An exact copy of the data is required; the images should not appear in it.

☆ ☆ ☆ ☆

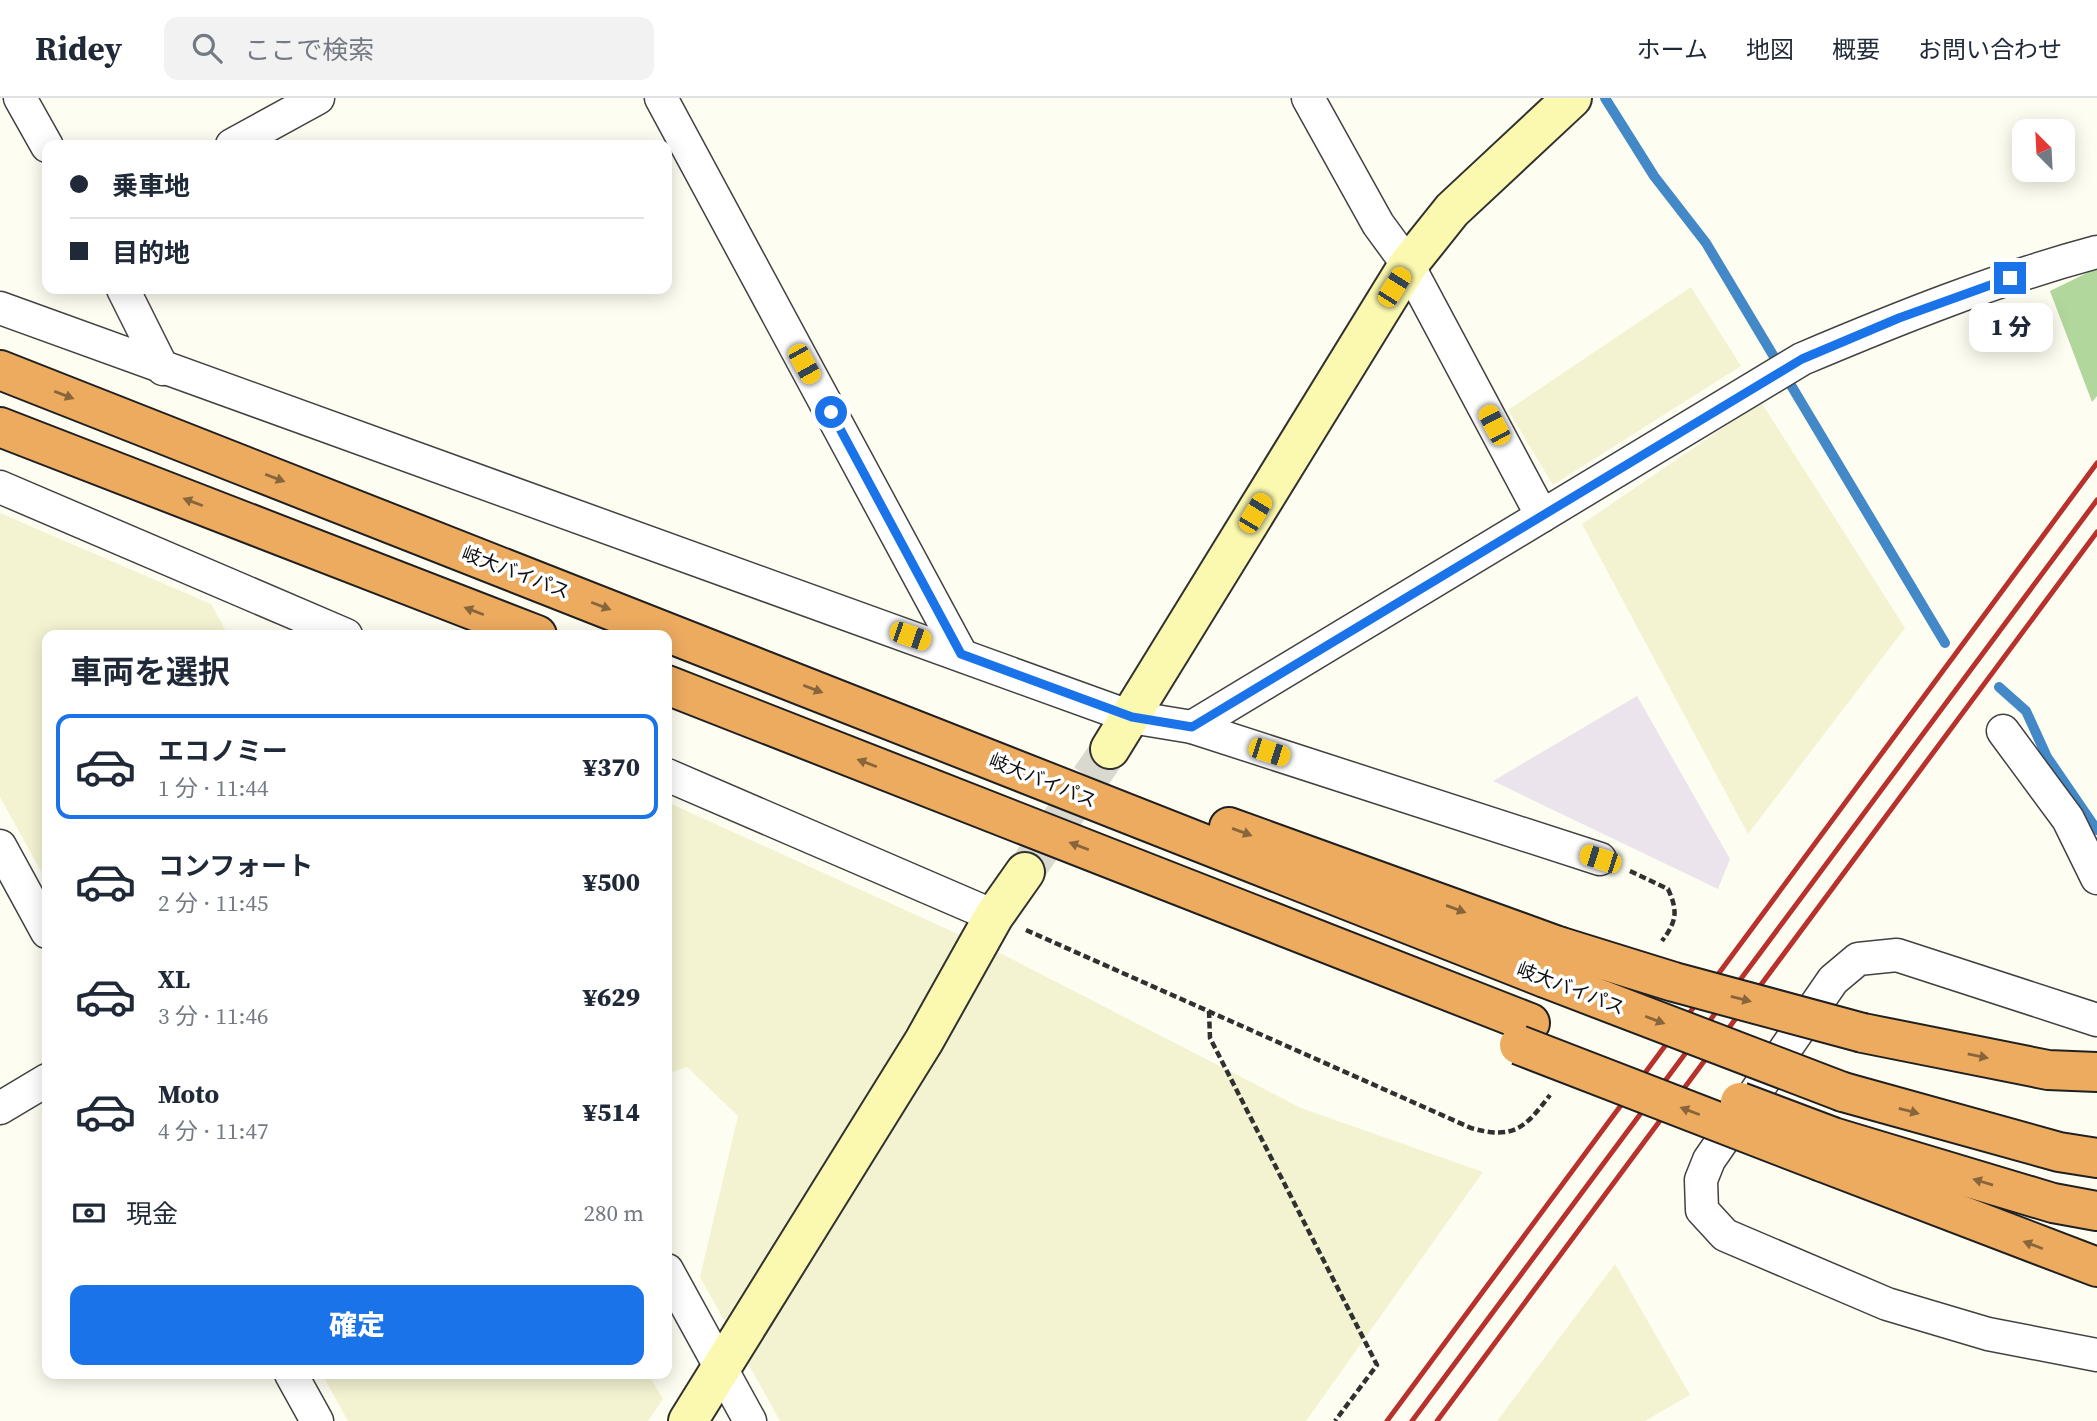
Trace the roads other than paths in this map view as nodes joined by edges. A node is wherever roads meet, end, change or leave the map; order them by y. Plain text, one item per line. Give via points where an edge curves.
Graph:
1 (20, 98) edge
2 (318, 98) edge
3 (661, 98) edge
4 (1308, 98) edge
5 (1571, 99) edge
6 (44, 140) edge
7 (241, 140) edge
8 (2097, 252) edge
9 (1408, 265) junction
10 (126, 294) edge
11 (0, 307) edge
12 (163, 369) junction
13 (0, 370) edge
14 (0, 427) edge
15 (0, 487) edge
16 (1542, 516) junction
17 (304, 625) edge
18 (325, 630) edge
19 (524, 630) edge
20 (663, 630) edge
21 (672, 634) edge
22 (961, 654) junction
23 (672, 687) edge
24 (1132, 717) junction
25 (1192, 727) junction
26 (2003, 731) dead end
27 (1110, 749) tunnel mouth
28 (672, 777) edge
29 (0, 846) edge
30 (1600, 859) dead end
31 (1025, 873) tunnel mouth
32 (2097, 878) edge
33 (994, 916) junction
34 (42, 923) edge
35 (1552, 962) junction
36 (2095, 1015) edge
37 (2097, 1072) edge
38 (42, 1083) edge
39 (0, 1108) edge
40 (1828, 1149) junction
41 (2097, 1158) edge
42 (2097, 1211) edge
43 (2097, 1267) edge
44 (672, 1279) edge
45 (2097, 1355) edge
46 (720, 1365) junction
47 (294, 1379) edge
48 (317, 1421) edge
49 (688, 1421) edge
50 (750, 1421) edge

1 - 6 street
2 - 7 street
3 - 22 street
4 - 9 street via 1378,224
5 - 9 street via 1452,210
8 - 16 street via 1899,318 1784,370
9 - 16 street
9 - 24 street
10 - 12 street
11 - 12 street
12 - 22 street
13 -> 20 highway, 岐大バイパス
19 -> 14 highway
15 - 17 street
16 - 25 street
17 - 18 street
21 -> 35 highway, 岐大バイパス via 1012,767
22 - 24 street
40 -> 23 highway, bridge via 1525,1034 1117,860
24 - 25 street
24 - 27 street
25 - 30 street
26 - 32 street via 2068,819
28 - 33 street
29 - 34 street
31 - 33 street
33 - 46 street via 925,1041
35 -> 37 highway, bridge via 1674,982 1863,1033 2048,1070
35 -> 41 highway, 岐大バイパス, bridge via 1843,1092 2059,1152
36 - 45 street via 1897,955 1858,959 1833,980 1709,1160 1702,1180 1702,1210 1726,1235 1887,1304 1988,1334
38 - 39 street
42 -> 40 highway
43 -> 40 highway via 2069,1259
44 - 46 street
46 - 49 street
46 - 50 street
47 - 48 street

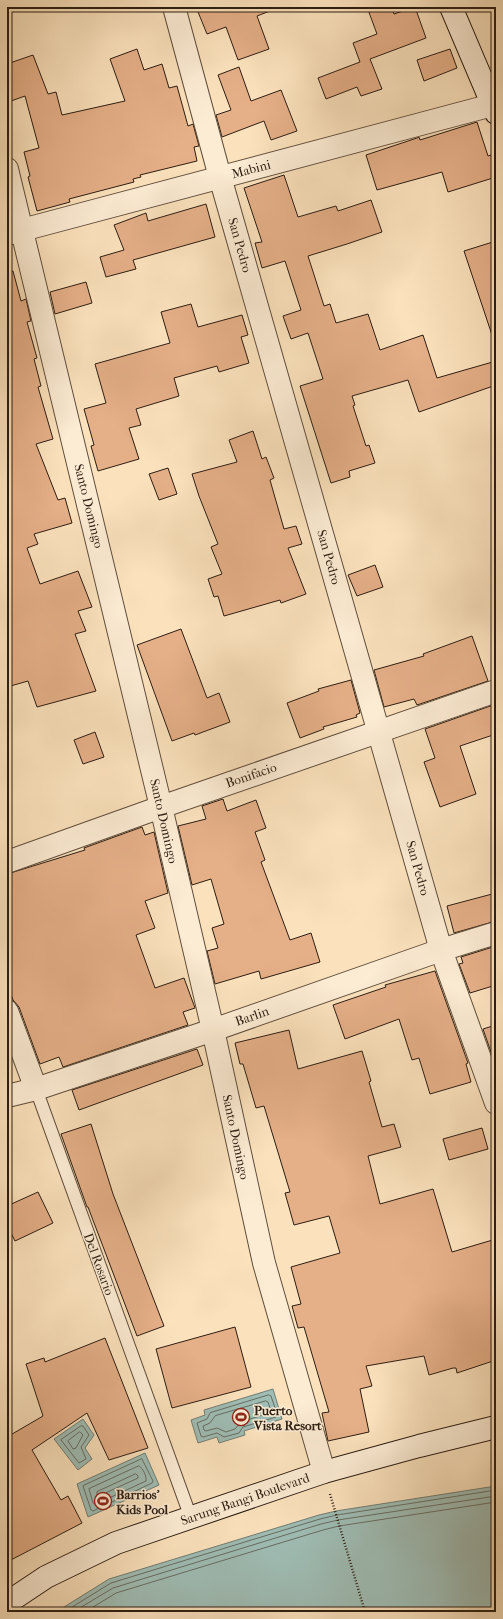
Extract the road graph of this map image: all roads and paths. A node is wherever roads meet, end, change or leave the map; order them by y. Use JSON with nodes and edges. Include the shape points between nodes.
{"nodes":[{"id":1,"x":174,"y":7,"type":"edge"},
{"id":2,"x":451,"y":7,"type":"edge"},
{"id":3,"x":495,"y":107,"type":"edge"},
{"id":4,"x":7,"y":169,"type":"edge"},
{"id":5,"x":220,"y":177,"type":"junction"},
{"id":6,"x":15,"y":232,"type":"edge"},
{"id":7,"x":496,"y":691,"type":"edge"},
{"id":8,"x":379,"y":731,"type":"junction"},
{"id":9,"x":161,"y":807,"type":"junction"},
{"id":10,"x":7,"y":862,"type":"edge"},
{"id":11,"x":496,"y":933,"type":"edge"},
{"id":12,"x":440,"y":950,"type":"junction"},
{"id":13,"x":7,"y":1011,"type":"edge"},
{"id":14,"x":213,"y":1030,"type":"junction"},
{"id":15,"x":36,"y":1089,"type":"junction"},
{"id":16,"x":7,"y":1096,"type":"edge"},
{"id":17,"x":496,"y":1102,"type":"edge"},
{"id":18,"x":496,"y":1427,"type":"edge"},
{"id":19,"x":324,"y":1472,"type":"junction"},
{"id":20,"x":191,"y":1518,"type":"junction"},
{"id":21,"x":7,"y":1603,"type":"edge"},
{"id":22,"x":365,"y":1612,"type":"edge"}],
"edges":[{"from":1,"to":5,"type":"street","name":"San Pedro"},
{"from":2,"to":3,"type":"street"},
{"from":3,"to":5,"type":"street","name":"Mabini"},
{"from":4,"to":6,"type":"street","name":"Santo Domingo"},
{"from":5,"to":6,"type":"street","name":"Mabini"},
{"from":5,"to":8,"type":"street","name":"San Pedro"},
{"from":6,"to":9,"type":"street","name":"Santo Domingo"},
{"from":7,"to":8,"type":"street","name":"Bonifacio"},
{"from":8,"to":9,"type":"street","name":"Bonifacio"},
{"from":8,"to":12,"type":"street","name":"San Pedro"},
{"from":9,"to":10,"type":"street","name":"Bonifacio"},
{"from":9,"to":14,"type":"street","name":"Santo Domingo"},
{"from":11,"to":12,"type":"street","name":"Barlin"},
{"from":12,"to":14,"type":"street","name":"Barlin"},
{"from":12,"to":17,"type":"street","name":"San Pedro"},
{"from":13,"to":15,"type":"street","name":"Del Rosario"},
{"from":14,"to":15,"type":"street","name":"Barlin"},
{"from":14,"to":19,"type":"street","name":"Santo Domingo","via":[[264,1263]]},
{"from":15,"to":16,"type":"street","name":"Barlin"},
{"from":15,"to":20,"type":"lane","name":"Del Rosario"},
{"from":18,"to":19,"type":"street","name":"Sarung Bangi Boulevard"},
{"from":19,"to":20,"type":"street","name":"Sarung Bangi Boulevard"},
{"from":19,"to":22,"type":"path"},
{"from":20,"to":21,"type":"street","name":"Sarung Bangi Boulevard","via":[[116,1543],[46,1577]]}]}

☆ ☆ ☆ ☆

— REPLY TO THE EXERCISE —
Trace the roads other than paths in this map view as nodes joined by edges. A node is wherever roads meet, end, change or leave the map; order them by y. Plain text, one item per line. Give via points where an edge curves.
Graph:
1 (20, 98) edge
2 (318, 98) edge
3 (661, 98) edge
4 (1308, 98) edge
5 (1571, 99) edge
6 (44, 140) edge
7 (241, 140) edge
8 (2097, 252) edge
9 (1408, 265) junction
10 (126, 294) edge
11 (0, 307) edge
12 (163, 369) junction
13 (0, 370) edge
14 (0, 427) edge
15 (0, 487) edge
16 (1542, 516) junction
17 (304, 625) edge
18 (325, 630) edge
19 (524, 630) edge
20 (663, 630) edge
21 (672, 634) edge
22 (961, 654) junction
23 (672, 687) edge
24 (1132, 717) junction
25 (1192, 727) junction
26 (2003, 731) dead end
27 (1110, 749) tunnel mouth
28 (672, 777) edge
29 (0, 846) edge
30 (1600, 859) dead end
31 (1025, 873) tunnel mouth
32 (2097, 878) edge
33 (994, 916) junction
34 (42, 923) edge
35 (1552, 962) junction
36 (2095, 1015) edge
37 (2097, 1072) edge
38 (42, 1083) edge
39 (0, 1108) edge
40 (1828, 1149) junction
41 (2097, 1158) edge
42 (2097, 1211) edge
43 (2097, 1267) edge
44 (672, 1279) edge
45 (2097, 1355) edge
46 (720, 1365) junction
47 (294, 1379) edge
48 (317, 1421) edge
49 (688, 1421) edge
50 (750, 1421) edge

1 - 6 street
2 - 7 street
3 - 22 street
4 - 9 street via 1378,224
5 - 9 street via 1452,210
8 - 16 street via 1899,318 1784,370
9 - 16 street
9 - 24 street
10 - 12 street
11 - 12 street
12 - 22 street
13 -> 20 highway, 岐大バイパス
19 -> 14 highway
15 - 17 street
16 - 25 street
17 - 18 street
21 -> 35 highway, 岐大バイパス via 1012,767
22 - 24 street
40 -> 23 highway, bridge via 1525,1034 1117,860
24 - 25 street
24 - 27 street
25 - 30 street
26 - 32 street via 2068,819
28 - 33 street
29 - 34 street
31 - 33 street
33 - 46 street via 925,1041
35 -> 37 highway, bridge via 1674,982 1863,1033 2048,1070
35 -> 41 highway, 岐大バイパス, bridge via 1843,1092 2059,1152
36 - 45 street via 1897,955 1858,959 1833,980 1709,1160 1702,1180 1702,1210 1726,1235 1887,1304 1988,1334
38 - 39 street
42 -> 40 highway
43 -> 40 highway via 2069,1259
44 - 46 street
46 - 49 street
46 - 50 street
47 - 48 street

Extract the road graph of this map image: all roads and paths. A node is wherever roads meet, end, change or leave the map; order them by y. Use JSON with nodes and edges. Include the shape points between nodes.
{"nodes":[{"id":1,"x":174,"y":7,"type":"edge"},
{"id":2,"x":451,"y":7,"type":"edge"},
{"id":3,"x":495,"y":107,"type":"edge"},
{"id":4,"x":7,"y":169,"type":"edge"},
{"id":5,"x":220,"y":177,"type":"junction"},
{"id":6,"x":15,"y":232,"type":"edge"},
{"id":7,"x":496,"y":691,"type":"edge"},
{"id":8,"x":379,"y":731,"type":"junction"},
{"id":9,"x":161,"y":807,"type":"junction"},
{"id":10,"x":7,"y":862,"type":"edge"},
{"id":11,"x":496,"y":933,"type":"edge"},
{"id":12,"x":440,"y":950,"type":"junction"},
{"id":13,"x":7,"y":1011,"type":"edge"},
{"id":14,"x":213,"y":1030,"type":"junction"},
{"id":15,"x":36,"y":1089,"type":"junction"},
{"id":16,"x":7,"y":1096,"type":"edge"},
{"id":17,"x":496,"y":1102,"type":"edge"},
{"id":18,"x":496,"y":1427,"type":"edge"},
{"id":19,"x":324,"y":1472,"type":"junction"},
{"id":20,"x":191,"y":1518,"type":"junction"},
{"id":21,"x":7,"y":1603,"type":"edge"},
{"id":22,"x":365,"y":1612,"type":"edge"}],
"edges":[{"from":1,"to":5,"type":"street","name":"San Pedro"},
{"from":2,"to":3,"type":"street"},
{"from":3,"to":5,"type":"street","name":"Mabini"},
{"from":4,"to":6,"type":"street","name":"Santo Domingo"},
{"from":5,"to":6,"type":"street","name":"Mabini"},
{"from":5,"to":8,"type":"street","name":"San Pedro"},
{"from":6,"to":9,"type":"street","name":"Santo Domingo"},
{"from":7,"to":8,"type":"street","name":"Bonifacio"},
{"from":8,"to":9,"type":"street","name":"Bonifacio"},
{"from":8,"to":12,"type":"street","name":"San Pedro"},
{"from":9,"to":10,"type":"street","name":"Bonifacio"},
{"from":9,"to":14,"type":"street","name":"Santo Domingo"},
{"from":11,"to":12,"type":"street","name":"Barlin"},
{"from":12,"to":14,"type":"street","name":"Barlin"},
{"from":12,"to":17,"type":"street","name":"San Pedro"},
{"from":13,"to":15,"type":"street","name":"Del Rosario"},
{"from":14,"to":15,"type":"street","name":"Barlin"},
{"from":14,"to":19,"type":"street","name":"Santo Domingo","via":[[264,1263]]},
{"from":15,"to":16,"type":"street","name":"Barlin"},
{"from":15,"to":20,"type":"lane","name":"Del Rosario"},
{"from":18,"to":19,"type":"street","name":"Sarung Bangi Boulevard"},
{"from":19,"to":20,"type":"street","name":"Sarung Bangi Boulevard"},
{"from":19,"to":22,"type":"path"},
{"from":20,"to":21,"type":"street","name":"Sarung Bangi Boulevard","via":[[116,1543],[46,1577]]}]}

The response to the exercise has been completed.